La Charte de l’environnement

 
Ça change quoi ?

Espaces naturels n°4 - octobre 2003

Droit - Police de la nature

Marie-Laure Tanon
Ministère de l’Écologie et du développement durable

 

La Charte de l'environnement a été approuvée le 25 juin en conseil des ministres. Elle sera discutée au Parlement à l’automne. Si ce projet de loi constitutionnelle est adopté, son influence sur la réglementation française sera progressive et trois dispositions devraient avoir une portée juridique particulièrement importante : le droit à un environnement sain, le principe de précaution, le principe de réparation des dommages.

L’inscription dans notre Constitution d’une Charte de l’environnement constitue un engagement pris par le président de la République au cours de la campagne électorale. Le projet de loi constitutionnelle qui concrétise cet engagement a été approuvé par le conseil des ministres du 25 juin 2003. Il résulte d’une large consultation nationale conduite par la ministre de l’écologie et du développement durable, dans le cadre de la commission Coppens, et d’une dizaine d’assises territoriales. Il faut souligner que le projet de loi est très proche de la proposition de la commission Coppens, dont il respecte les thèmes et l’inspiration sous une forme plus concise.
L’adoption d’une telle Charte constitutionnelle se situe d’abord, naturellement, au niveau politique et symbolique.
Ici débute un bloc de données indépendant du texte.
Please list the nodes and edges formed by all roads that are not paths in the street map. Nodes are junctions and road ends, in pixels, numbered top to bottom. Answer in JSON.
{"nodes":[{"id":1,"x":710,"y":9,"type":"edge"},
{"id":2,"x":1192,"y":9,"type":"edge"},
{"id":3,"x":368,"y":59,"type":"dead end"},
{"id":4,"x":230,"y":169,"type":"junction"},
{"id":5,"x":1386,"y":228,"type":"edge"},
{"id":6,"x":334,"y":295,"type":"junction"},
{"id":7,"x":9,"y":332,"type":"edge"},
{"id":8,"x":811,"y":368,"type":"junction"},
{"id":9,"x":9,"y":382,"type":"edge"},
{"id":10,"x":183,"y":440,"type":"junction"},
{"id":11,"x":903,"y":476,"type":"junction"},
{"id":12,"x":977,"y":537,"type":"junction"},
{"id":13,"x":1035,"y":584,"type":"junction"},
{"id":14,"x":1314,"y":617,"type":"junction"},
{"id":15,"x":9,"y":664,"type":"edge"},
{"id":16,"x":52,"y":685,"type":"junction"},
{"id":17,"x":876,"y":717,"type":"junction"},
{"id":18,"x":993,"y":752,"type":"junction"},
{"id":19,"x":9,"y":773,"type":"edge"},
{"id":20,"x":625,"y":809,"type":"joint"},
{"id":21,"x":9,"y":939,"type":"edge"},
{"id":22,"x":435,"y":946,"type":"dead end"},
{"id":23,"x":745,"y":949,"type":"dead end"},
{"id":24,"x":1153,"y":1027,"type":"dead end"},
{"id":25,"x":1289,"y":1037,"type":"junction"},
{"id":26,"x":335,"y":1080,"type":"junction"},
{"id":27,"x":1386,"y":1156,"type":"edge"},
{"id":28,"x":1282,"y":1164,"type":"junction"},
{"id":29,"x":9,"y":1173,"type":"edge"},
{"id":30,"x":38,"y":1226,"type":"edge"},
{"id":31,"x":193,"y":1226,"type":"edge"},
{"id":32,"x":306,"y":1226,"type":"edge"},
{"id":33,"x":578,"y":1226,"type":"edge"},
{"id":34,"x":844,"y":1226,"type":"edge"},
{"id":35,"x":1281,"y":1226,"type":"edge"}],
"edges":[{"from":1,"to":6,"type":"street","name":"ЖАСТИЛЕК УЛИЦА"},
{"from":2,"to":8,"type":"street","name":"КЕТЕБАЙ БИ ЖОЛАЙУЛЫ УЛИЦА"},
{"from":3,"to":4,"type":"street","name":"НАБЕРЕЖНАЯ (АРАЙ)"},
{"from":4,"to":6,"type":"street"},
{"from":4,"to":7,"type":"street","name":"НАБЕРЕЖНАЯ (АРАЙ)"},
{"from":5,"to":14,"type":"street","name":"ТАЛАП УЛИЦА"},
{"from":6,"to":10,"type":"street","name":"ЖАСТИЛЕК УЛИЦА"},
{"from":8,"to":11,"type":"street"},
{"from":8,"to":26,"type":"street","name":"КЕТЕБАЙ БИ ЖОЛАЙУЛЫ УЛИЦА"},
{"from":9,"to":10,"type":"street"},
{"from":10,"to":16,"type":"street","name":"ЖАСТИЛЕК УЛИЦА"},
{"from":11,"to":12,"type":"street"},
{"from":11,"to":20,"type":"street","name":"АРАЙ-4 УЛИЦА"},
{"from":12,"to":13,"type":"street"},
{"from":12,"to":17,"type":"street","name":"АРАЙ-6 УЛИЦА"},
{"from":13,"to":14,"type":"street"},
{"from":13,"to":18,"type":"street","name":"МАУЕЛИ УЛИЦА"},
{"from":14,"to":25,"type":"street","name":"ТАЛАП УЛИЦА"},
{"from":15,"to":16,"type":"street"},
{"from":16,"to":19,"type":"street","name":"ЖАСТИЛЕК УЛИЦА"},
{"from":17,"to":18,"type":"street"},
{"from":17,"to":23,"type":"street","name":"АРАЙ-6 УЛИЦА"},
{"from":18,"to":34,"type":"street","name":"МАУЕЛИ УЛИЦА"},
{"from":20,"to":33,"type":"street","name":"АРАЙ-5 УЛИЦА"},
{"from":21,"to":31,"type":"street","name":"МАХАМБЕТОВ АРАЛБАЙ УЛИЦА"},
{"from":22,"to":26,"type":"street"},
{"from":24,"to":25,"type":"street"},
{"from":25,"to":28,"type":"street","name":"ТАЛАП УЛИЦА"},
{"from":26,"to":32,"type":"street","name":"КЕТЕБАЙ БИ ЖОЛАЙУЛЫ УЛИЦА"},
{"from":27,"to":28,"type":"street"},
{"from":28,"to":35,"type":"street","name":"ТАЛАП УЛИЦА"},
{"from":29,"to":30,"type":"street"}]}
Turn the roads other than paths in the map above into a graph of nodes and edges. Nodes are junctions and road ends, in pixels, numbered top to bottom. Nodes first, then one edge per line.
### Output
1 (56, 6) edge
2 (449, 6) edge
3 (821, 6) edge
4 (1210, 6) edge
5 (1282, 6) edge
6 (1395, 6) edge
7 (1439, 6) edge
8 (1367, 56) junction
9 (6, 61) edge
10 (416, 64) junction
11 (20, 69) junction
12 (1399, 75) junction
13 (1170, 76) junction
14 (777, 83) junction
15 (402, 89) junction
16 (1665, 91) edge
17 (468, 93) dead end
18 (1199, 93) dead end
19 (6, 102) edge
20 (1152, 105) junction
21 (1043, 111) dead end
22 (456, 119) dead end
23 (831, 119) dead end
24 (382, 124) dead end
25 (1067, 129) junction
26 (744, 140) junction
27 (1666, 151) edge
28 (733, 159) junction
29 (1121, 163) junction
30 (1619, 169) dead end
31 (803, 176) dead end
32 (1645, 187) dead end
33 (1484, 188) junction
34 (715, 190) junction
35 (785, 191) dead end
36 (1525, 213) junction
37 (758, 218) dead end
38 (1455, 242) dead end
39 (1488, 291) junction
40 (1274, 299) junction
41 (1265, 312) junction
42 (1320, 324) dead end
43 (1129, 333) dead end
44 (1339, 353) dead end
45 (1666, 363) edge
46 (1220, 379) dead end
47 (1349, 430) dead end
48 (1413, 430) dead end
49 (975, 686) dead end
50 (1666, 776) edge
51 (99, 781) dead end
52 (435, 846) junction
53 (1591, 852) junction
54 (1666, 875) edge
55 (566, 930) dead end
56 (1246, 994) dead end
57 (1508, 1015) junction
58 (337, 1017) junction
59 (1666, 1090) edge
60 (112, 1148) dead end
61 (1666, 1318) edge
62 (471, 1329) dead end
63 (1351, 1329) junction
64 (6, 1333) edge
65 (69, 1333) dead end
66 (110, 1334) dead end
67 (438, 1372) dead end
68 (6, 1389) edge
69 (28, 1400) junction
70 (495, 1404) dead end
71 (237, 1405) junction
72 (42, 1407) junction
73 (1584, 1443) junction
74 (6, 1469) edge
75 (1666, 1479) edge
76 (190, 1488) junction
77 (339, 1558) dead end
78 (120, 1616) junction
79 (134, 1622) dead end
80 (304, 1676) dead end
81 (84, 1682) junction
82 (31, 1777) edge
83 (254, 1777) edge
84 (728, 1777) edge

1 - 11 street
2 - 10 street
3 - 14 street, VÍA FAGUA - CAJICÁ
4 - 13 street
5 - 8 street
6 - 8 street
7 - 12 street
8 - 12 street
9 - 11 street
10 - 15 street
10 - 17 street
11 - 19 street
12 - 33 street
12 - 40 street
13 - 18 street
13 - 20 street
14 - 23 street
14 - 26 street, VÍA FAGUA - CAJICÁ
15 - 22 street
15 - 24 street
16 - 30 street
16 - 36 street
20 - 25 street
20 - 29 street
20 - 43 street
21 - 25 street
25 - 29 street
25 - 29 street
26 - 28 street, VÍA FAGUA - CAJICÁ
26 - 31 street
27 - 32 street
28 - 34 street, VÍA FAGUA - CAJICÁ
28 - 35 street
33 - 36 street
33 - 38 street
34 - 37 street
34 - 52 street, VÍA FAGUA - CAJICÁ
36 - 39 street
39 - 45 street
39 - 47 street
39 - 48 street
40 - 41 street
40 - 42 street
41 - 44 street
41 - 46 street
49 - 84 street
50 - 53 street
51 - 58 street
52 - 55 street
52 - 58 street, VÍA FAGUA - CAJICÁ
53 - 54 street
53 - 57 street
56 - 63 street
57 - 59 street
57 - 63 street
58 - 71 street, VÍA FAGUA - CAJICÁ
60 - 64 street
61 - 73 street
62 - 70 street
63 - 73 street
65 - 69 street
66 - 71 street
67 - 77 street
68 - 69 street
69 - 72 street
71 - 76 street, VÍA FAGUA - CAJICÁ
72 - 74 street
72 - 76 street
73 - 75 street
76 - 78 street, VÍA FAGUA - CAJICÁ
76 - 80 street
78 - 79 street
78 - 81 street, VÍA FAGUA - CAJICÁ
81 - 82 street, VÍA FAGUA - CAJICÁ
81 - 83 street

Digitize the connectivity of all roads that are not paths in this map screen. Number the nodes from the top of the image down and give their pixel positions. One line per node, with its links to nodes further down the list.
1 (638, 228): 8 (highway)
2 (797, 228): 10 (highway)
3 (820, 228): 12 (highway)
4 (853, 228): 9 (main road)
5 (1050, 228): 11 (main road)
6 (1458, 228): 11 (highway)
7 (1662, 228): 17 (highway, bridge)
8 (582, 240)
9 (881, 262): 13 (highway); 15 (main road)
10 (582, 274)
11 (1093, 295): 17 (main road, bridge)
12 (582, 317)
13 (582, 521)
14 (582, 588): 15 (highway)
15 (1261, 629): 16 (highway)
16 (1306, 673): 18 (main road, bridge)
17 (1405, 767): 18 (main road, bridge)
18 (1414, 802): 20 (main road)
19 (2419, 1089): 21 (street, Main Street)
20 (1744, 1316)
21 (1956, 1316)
C’est un texte fort qui est porté au même niveau que la déclaration des droits de l’homme et le préambule de la constitution de 1946. C’est aussi une démarche pionnière, qui n’a pas d’équivalent dans d’autres constitutions. Même si une cinquantaine de constitutions dans le monde, et onze d’États membres de la Communauté comportent une référence à l’environnement, aucune n’a l’ampleur du projet français.
Les effets de ce texte, en terme de contrôle de constitutionnalité, se feront sentir nécessairement à long terme, au fil des saisines du conseil constitutionnel et son influence sur l’ensemble de la réglementation française sera progressive. Une telle saisine sera cependant possible dès le lendemain de l’adoption de la charte, pour les lois postérieures à son adoption et prises en matière d’environnement ou touchant toute activité ayant des incidences sur l’environnement.
Trois dispositions devraient avoir une portée juridique particulièrement importante. La reconnaissance, au rang de liberté publique fondamentale, du droit à un environnement sain (article 1er) devrait consolider les droits des particuliers dans leur accès à la justice devant toutes les juridictions, et à l’encontre de tous les auteurs d’atteintes, qu’ils soient privés ou relèvent de l’administration.
Le principe de précaution (art. 5), comme le droit à un environnement sain, est défini de manière absolue, sans renvoi à des modalités définies par la loi pour sa mise en œuvre. Ce principe sera –sûrement– fréquemment invoqué. Cependant, compte tenu de sa définition très encadrée, sa mise en œuvre effective par un juge devrait conserver un caractère exceptionnel.
Enfin, l’article 4 sur la réparation des dommages causés à l’environnement, combiné au principe de prévention qui le précède consacre, au niveau constitutionnel, un principe fort de responsabilité. Or, jusqu’à ce jour, celui-ci ne relève que des règles générales du Code civil. De plus, ces règles générales sont difficiles à appliquer au préjudice écologique, et se limitent souvent à des réparations symboliques. Leur constitutionnalisation devrait donner un nouvel élan au développement de ce droit.
Le projet de charte comporte également d’autres articles qui ont davantage une portée d’orientation.
Il est prévu que la discussion de ce projet de loi au Parlement ait lieu au cours de l’automne. Il sera défendu par le ministre de la Justice. Comme pour toute modification de la Constitution, il appartiendra au président de la République de décider de son approbation finale en congrès, ou par référendum.